The first time when a notebook is created, a warning message will be shown to remind you the risk of running the code without reviewing it.
Here are some best practices to help you avoid security issues:
- Before you manually run the notebook, Open the Notebook setting and check the Detail section under the About panel for the modification update, make sure you are OK with the latest change.
- Before you add a notebook activity to a pipeline, Open the Notebook setting and check the Detail section under the About panel for the modification update, make sure you are OK with the latest change. If you are not sure about the latest change, better open the Notebook to review the change before you add it into the pipeline.
- Before you update the scheduler plan, Open the Notebook setting and check the Detail section under the About panel for the modification update, make sure you are OK with the latest change. If you are not sure about the latest change, better open the Notebook to review the change before you update the scheduler plan.
- Separate the workspace into different stage (dev, test, prod) and control the access of different stage to avoid the security issue. Only add the user who you trust to the prod stage.
Create notebooks
You can either create a new notebook or import an existing notebook.
Create a new notebook
Like other standard Fabric item creation processes, you can easily create a new notebook from the Fabric Data Engineering homepage, the workspace New option, or the Create Hub.
Import existing notebooks
You can import one or more existing notebooks from your local computer using the entry in the workspace toolbar. Fabric notebooks recognize the standard Jupyter Notebook .ipynb files, and source files like .py, .scala, and .sql, and create new notebook items accordingly.
Export a notebook
You can export your notebook to other standard formats. Synapse notebook can be exported into:
- The standard notebook file (.ipynb) that is used for Jupyter notebooks.
- An HTML file (.html) that can be opened from a browser directly.
- A Python file (.py).
- A Latex file (.tex).
Save a notebook
In Fabric, a notebook will by default save automatically after you open and edit it; you don't need to worry about losing code changes. You can also use Save a copy to clone another copy in the current workspace or to another workspace.
If you prefer to save a notebook manually, you can switch to the Manual save option to have a local branch of your notebook item, and then use Save or CTRL+s to save your changes.
You can also switch to manual save mode by selecting Edit -> Save options -> Manual. To turn on a local branch of your notebook then save it manually, select Save or use the Ctrl+s keyboard shortcut.

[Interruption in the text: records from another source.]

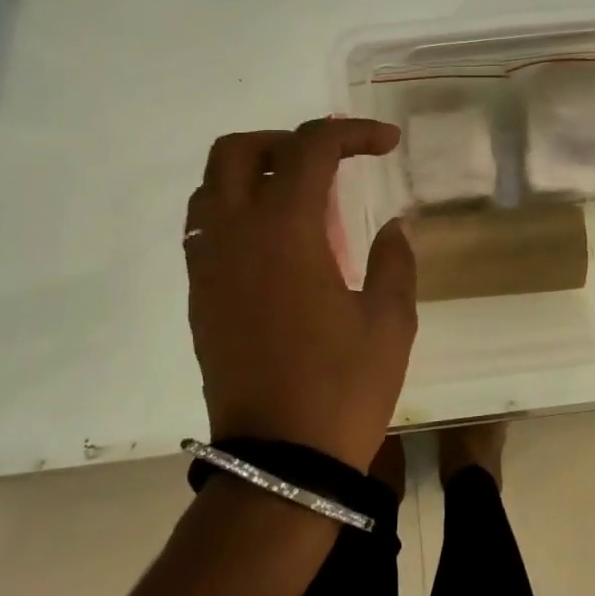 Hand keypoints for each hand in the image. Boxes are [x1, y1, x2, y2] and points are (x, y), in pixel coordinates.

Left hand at [184, 119, 417, 469]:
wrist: (281, 462)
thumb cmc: (343, 387)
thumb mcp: (389, 320)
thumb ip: (394, 260)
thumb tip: (393, 226)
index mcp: (284, 231)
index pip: (309, 149)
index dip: (351, 132)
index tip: (387, 144)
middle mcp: (234, 236)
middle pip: (237, 151)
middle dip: (286, 141)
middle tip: (330, 163)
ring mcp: (208, 268)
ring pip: (210, 188)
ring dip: (254, 174)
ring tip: (303, 199)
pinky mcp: (200, 299)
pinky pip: (205, 229)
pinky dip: (237, 212)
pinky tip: (279, 244)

Connect lakehouses and notebooks
Fabric notebooks now support close interactions with lakehouses; you can easily add a new or existing lakehouse from the Lakehouse explorer.
You can navigate to different lakehouses in the Lakehouse explorer and set one lakehouse as the default by pinning it. Your default is then mounted to the runtime working directory, and you can read or write to the default lakehouse using a local path.
Note
You must restart the session after pinning a new lakehouse or renaming the default lakehouse.
Add or remove a lakehouse
Selecting the X icon beside a lakehouse name removes it from the notebook tab, but the lakehouse item still exists in the workspace.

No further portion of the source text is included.